__The problem__.
I need each line of the entries below that includes the string "edges".

__Dataset excerpts__.

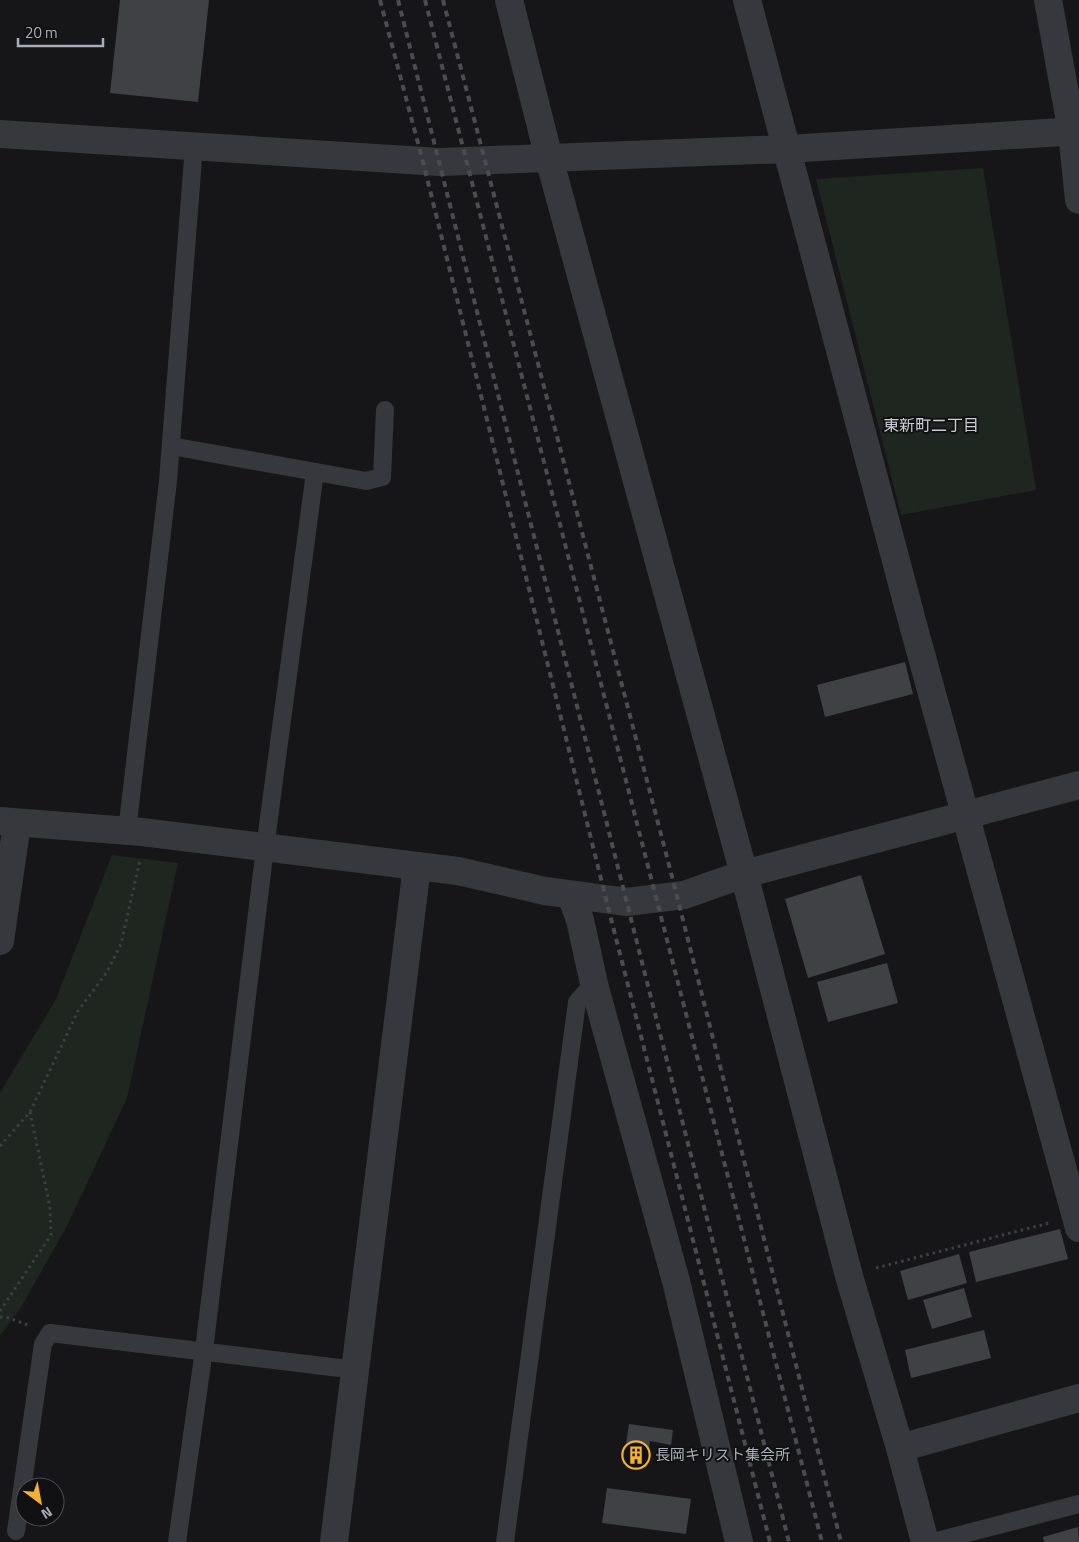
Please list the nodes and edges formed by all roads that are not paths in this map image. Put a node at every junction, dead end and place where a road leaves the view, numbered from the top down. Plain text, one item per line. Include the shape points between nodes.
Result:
1 (509, 0) edge
2 (747, 0) edge
3 (1048, 0) edge
4 (1076, 132) edge
5 (0, 134) edge
6 (194, 146) junction
7 (787, 149) junction
8 (549, 158) junction
9 (1079, 200) edge
10 (385, 410) dead end
11 (170, 446) junction
12 (315, 472) junction
13 (1079, 785) edge
14 (964, 815) junction
15 (9, 822) edge
16 (127, 832) junction
17 (265, 848) junction
18 (417, 866) junction
19 (744, 874) junction
20 (571, 895) junction
21 (0, 941) edge
22 (594, 983) junction
23 (1078, 1222) edge
24 (204, 1350) junction
25 (356, 1370) junction
26 (1079, 1398) edge
27 (900, 1448) junction
28 (1079, 1504) edge
29 (16, 1531) dead end
30 (177, 1542) edge
31 (334, 1542) edge
32 (505, 1542) edge
33 (739, 1542) edge
34 (925, 1542) edge
35 (933, 1542) edge

1 - 8 street
2 - 7 street
3 - 4 street
4 - 7 street
4 - 9 street
5 - 6 street
6 - 8 street via 423,162
6 - 11 lane
7 - 8 street
7 - 14 street
8 - 19 street
10 - 12 lane via 382,477 366,481
11 - 12 lane
11 - 16 lane
12 - 17 lane
13 - 14 street
14 - 19 street
14 - 23 street
15 - 16 street
15 - 21 street
16 - 17 street
17 - 18 street
17 - 24 lane
18 - 20 street via 458,871
18 - 25 street
19 - 20 street via 684,895 627,902
19 - 27 street via 849,1276
20 - 22 street
22 - 32 lane via 577,1002
22 - 33 street via 676,1280
24 - 25 lane
24 - 29 lane via 50,1333 42,1344
24 - 30 lane
25 - 31 street
26 - 27 street
27 - 34 street
28 - 35 lane

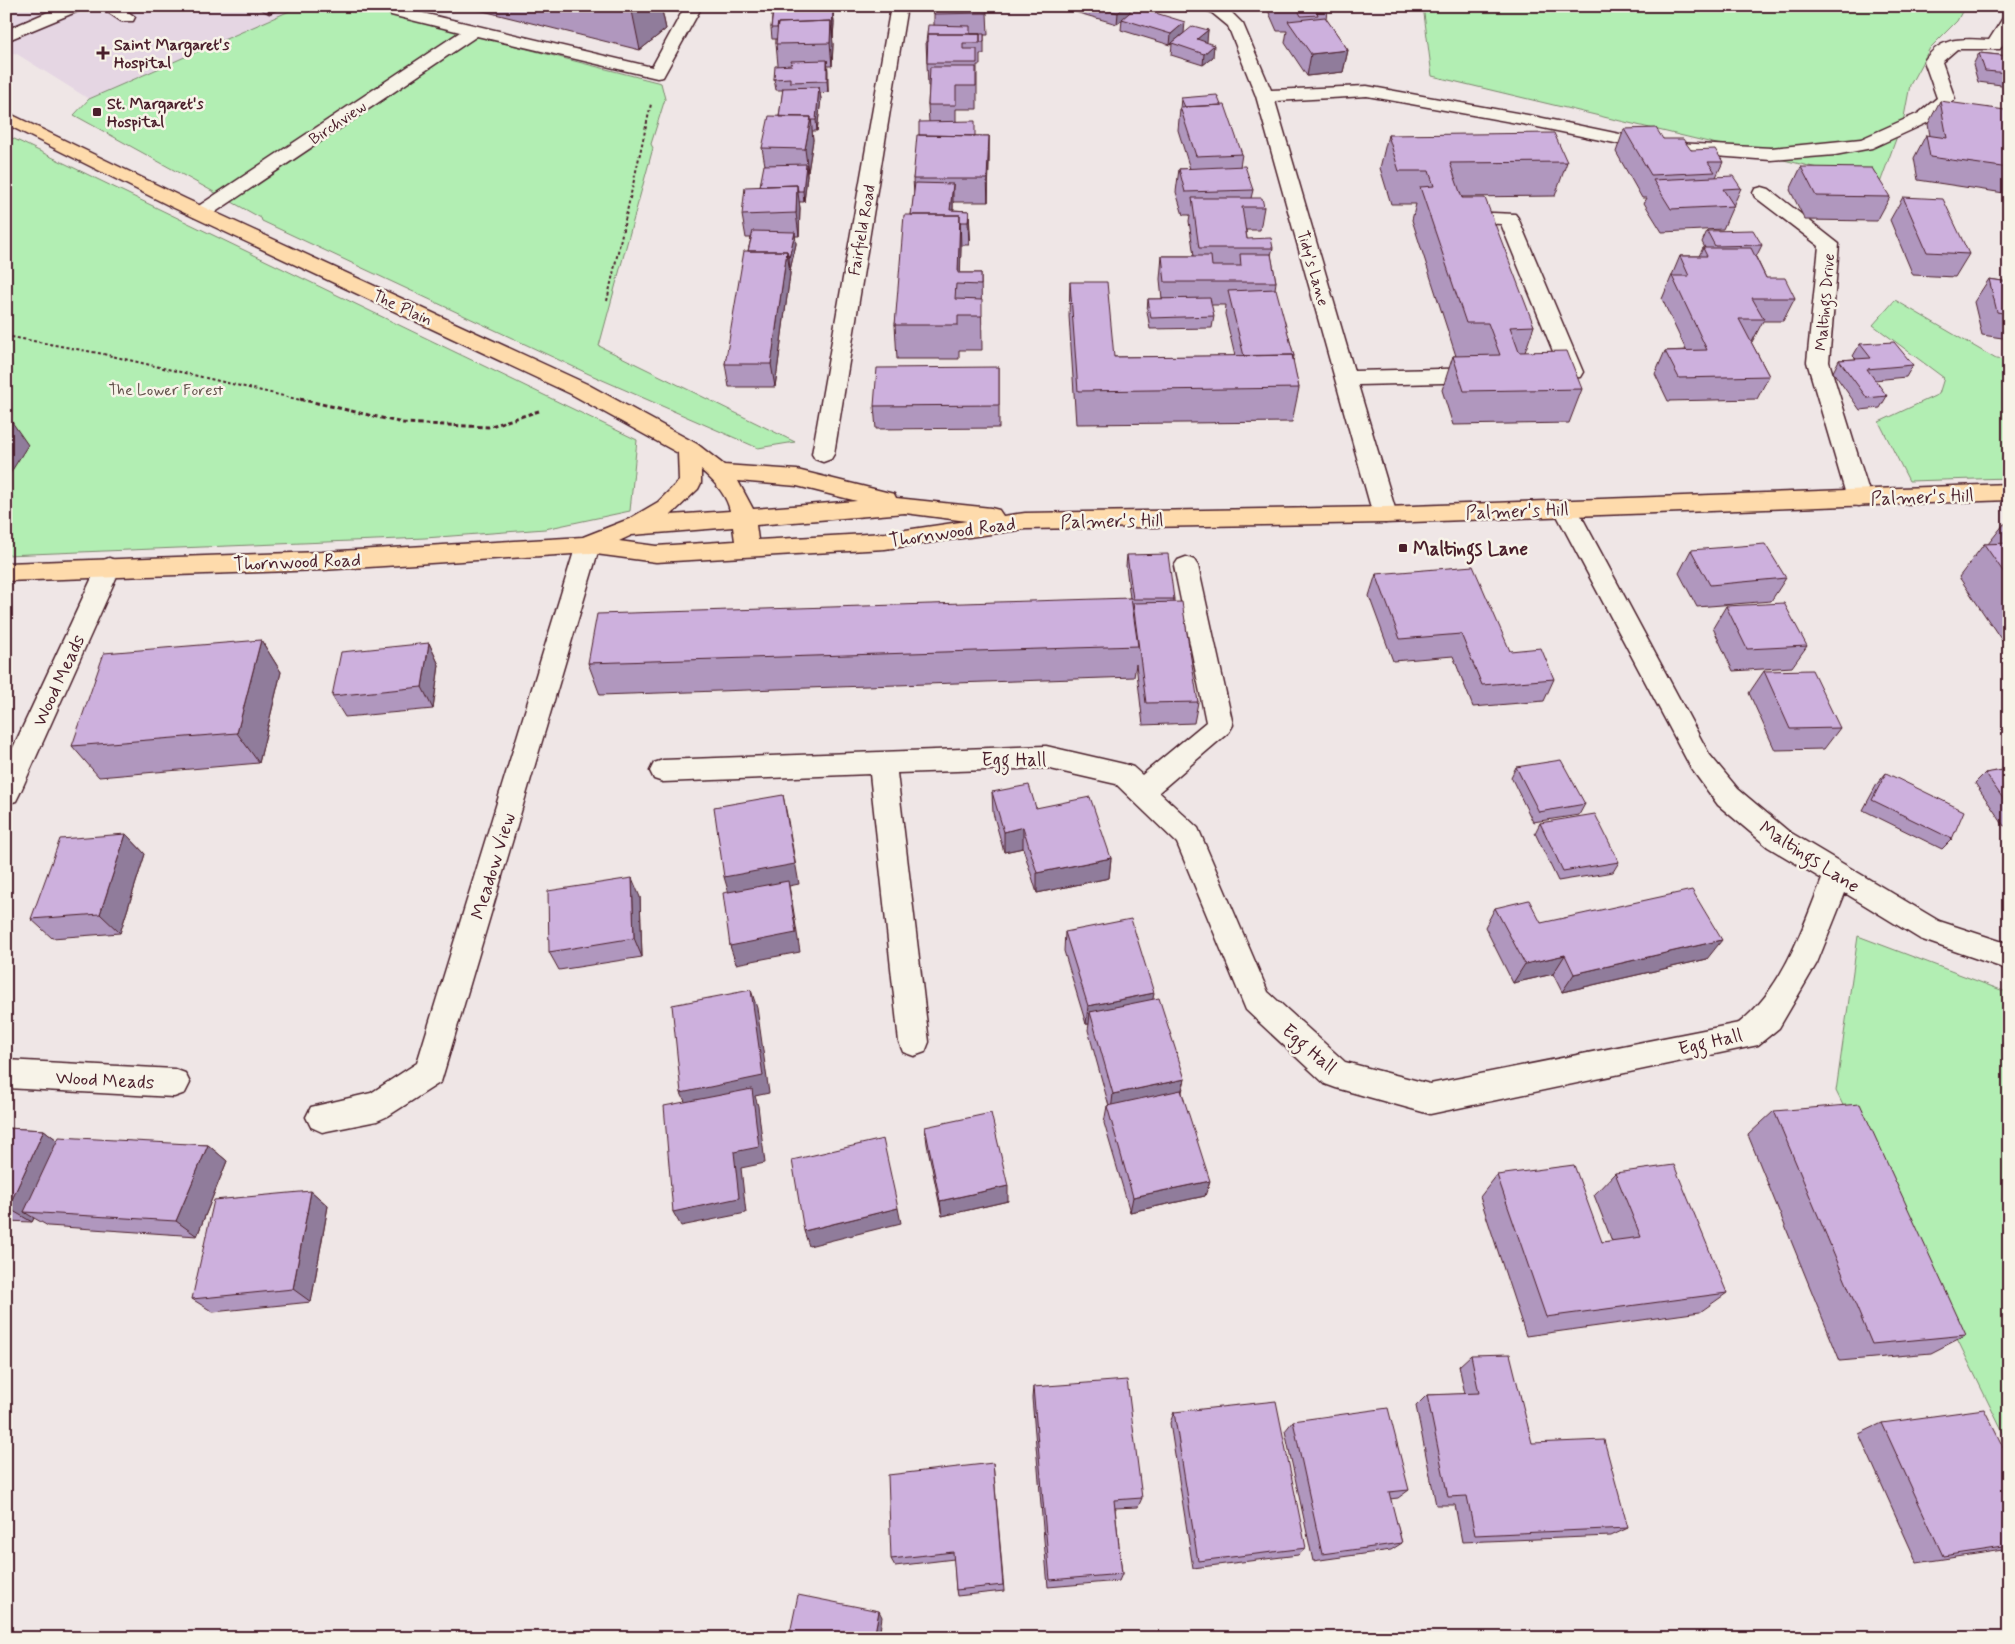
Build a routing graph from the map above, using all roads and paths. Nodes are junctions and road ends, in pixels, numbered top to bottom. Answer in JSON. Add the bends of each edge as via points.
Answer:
{"nodes":[{"id":1,"x":107,"y":6,"type":"edge"},
{"id":2,"x":677,"y":6,"type":"edge"},
{"id":3,"x":899,"y":6,"type":"edge"},
{"id":4,"x":1216,"y":7,"type":"edge"},
{"id":5,"x":62,"y":8,"type":"edge"},
{"id":6,"x":396,"y":12,"type":"dead end"},
{"id":7,"x":127,"y":17,"type":"dead end"},
{"id":8,"x":2009,"y":22,"type":"edge"},
{"id":9,"x":473,"y":31,"type":"junction"},
{"id":10,"x":6,"y":36,"type":"edge"},
{"id":11,"x":657,"y":73,"type":"junction"},
{"id":12,"x":1264,"y":96,"type":"junction"},
{"id":13,"x":6,"y":116,"type":"edge"},
{"id":14,"x":1762,"y":193,"type":"dead end"},
{"id":15,"x":201,"y":213,"type":"junction"},
{"id":16,"x":1470,"y":218,"type":"edge"},
{"id":17,"x":607,"y":301,"type":"dead end"},
{"id":18,"x":6,"y":336,"type":"edge"},
{"id":19,"x":1532,"y":373,"type":"edge"},
{"id":20,"x":1503,"y":374,"type":"edge"},
{"id":21,"x":1346,"y":378,"type":"junction"},
{"id":22,"x":579,"y":389,"type":"junction"},
{"id":23,"x":689,"y":448,"type":"junction"},
{"id":24,"x":823,"y":454,"type":"dead end"},
{"id":25,"x":718,"y":472,"type":"junction"},
{"id":26,"x":2009,"y":492,"type":"edge"},
{"id":27,"x":1859,"y":498,"type":"junction"},
{"id":28,"x":905,"y":505,"type":"junction"},
{"id":29,"x":1565,"y":508,"type":"junction"},
{"id":30,"x":1384,"y":515,"type":"junction"},
{"id":31,"x":744,"y":518,"type":"junction"},
{"id":32,"x":1025,"y":521,"type":"junction"},
{"id":33,"x":629,"y":528,"type":"junction"},
{"id":34,"x":588,"y":545,"type":"junction"},
{"id":35,"x":748,"y":548,"type":"junction"},
{"id":36,"x":1186,"y":566,"type":"dead end"},
{"id":37,"x":110,"y":567,"type":"junction"},
{"id":38,"x":6,"y":572,"type":"edge"},
{"id":39,"x":882,"y":762,"type":"junction"},
{"id":40,"x":663,"y":770,"type":"dead end"},
{"id":41,"x":1141,"y":791,"type":"junction"},
{"id":42,"x":6,"y":793,"type":"edge"},
{"id":43,"x":1837,"y":876,"type":"junction"},
{"id":44,"x":2009,"y":957,"type":"edge"},
{"id":45,"x":914,"y":1042,"type":"dead end"},
{"id":46,"x":6,"y":1074,"type":"edge"},
{"id":47,"x":174,"y":1083,"type":"dead end"},
{"id":48,"x":322,"y":1116,"type":"dead end"}],
"edges":[{"from":1,"to":7,"type":"street"},
{"from":2,"to":11,"type":"street","via":[[692,10]]},
{"from":3,"to":24,"type":"street","name":"Fairfield Road"},
{"from":4,"to":12,"type":"street","name":"Tidy's Lane","via":[[1235,24]]},
{"from":5,"to":10,"type":"street"},
{"from":6,"to":9,"type":"street"},
{"from":8,"to":12,"type":"street","via":[[1994,45],[1953,44],[1933,61],[1946,99],[1925,117],[1866,144],[1835,150],[1771,154],[1658,147],[1367,91]]},
{"from":9,"to":11,"type":"street"},
{"from":9,"to":15,"type":"street","name":"Birchview"},
{"from":11,"to":17,"type":"path"},
{"from":12,"to":21,"type":"street","name":"Tidy's Lane"},
{"from":13,"to":15,"type":"main road","name":"The Plain"},
{"from":14,"to":27,"type":"street","name":"Maltings Drive","via":[[1830,244],[1818,362]]},
{"from":15,"to":22,"type":"main road","name":"The Plain"},
{"from":16,"to":19,"type":"street","via":[[1508,218],[1572,372]]},
{"from":18,"to":22,"type":"path","via":[[103,354],[403,423],[488,427],[536,413]]},
{"from":20,"to":21,"type":"street"},
{"from":21,"to":30,"type":"street","name":"Tidy's Lane"},
{"from":22,"to":23,"type":"main road","name":"The Plain"},
{"from":23,"to":25,"type":"main road","name":"The Plain"},
{"from":23,"to":33,"type":"main road","via":[[690,483],[666,508]]},
{"from":25,"to":28,"type":"main road","via":[[797,478]]},
{"from":25,"to":31,"type":"main road","name":"The Plain","via":[[732,490]]},
{"from":26,"to":27,"type":"main road","name":"Palmer's Hill"},
{"from":27,"to":29,"type":"main road","name":"Palmer's Hill"},
{"from":28,"to":31,"type":"main road","name":"Thornwood Road"},
{"from":28,"to":32,"type":"main road","name":"Thornwood Road"},
{"from":29,"to":30,"type":"main road","name":"Palmer's Hill"},
{"from":29,"to":43,"type":"street","name":"Maltings Lane","via":[[1700,761],[1728,797],[1778,839]]},
{"from":30,"to":32,"type":"main road","name":"Palmer's Hill"},
{"from":31,"to":33,"type":"main road","name":"Thornwood Road"},
{"from":31,"to":35,"type":"main road","name":"The Plain"},
{"from":32,"to":35,"type":"main road","name":"Thornwood Road","via":[[885,541]]},
{"from":33,"to":34,"type":"main road","name":"Thornwood Road"},
{"from":34,"to":35,"type":"main road","name":"Thornwood Road","via":[[656,554]]},
{"from":34,"to":37,"type":"main road","name":"Thornwood Road","via":[[322,561]]},
{"from":34,"to":48,"type":"street","name":"Meadow View","via":[[430,1072],[376,1106]]},
{"from":36,"to":41,"type":"street","via":[[1220,725]]},
{"from":37,"to":38,"type":"main road","name":"Thornwood Road"},
{"from":37,"to":42,"type":"street","name":"Wood Meads"},
{"from":39,"to":40,"type":"street","name":"Egg Hall"},
{"from":39,"to":41,"type":"street","name":"Egg Hall","via":[[1046,757],[1124,775]]},
{"from":39,"to":45,"type":"street"},
{"from":41,"to":43,"type":"street","name":"Egg Hall","via":[[1188,836],[1256,1001],[1336,1074],[1430,1099],[1747,1035],[1768,1018],[1807,954]]},
{"from":43,"to":44,"type":"street","name":"Maltings Lane","via":[[1930,930]]},
{"from":46,"to":47,"type":"street","name":"Wood Meads"}]}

__Task answer__.
Please list the nodes and edges formed by all roads that are not paths in this map image. Put a node at every junction, dead end and place where a road leaves the view, numbered from the top down. Plain text, one item per line. Include the shape points between nodes.
"edges":[{"from":1,"to":7,"type":"street"},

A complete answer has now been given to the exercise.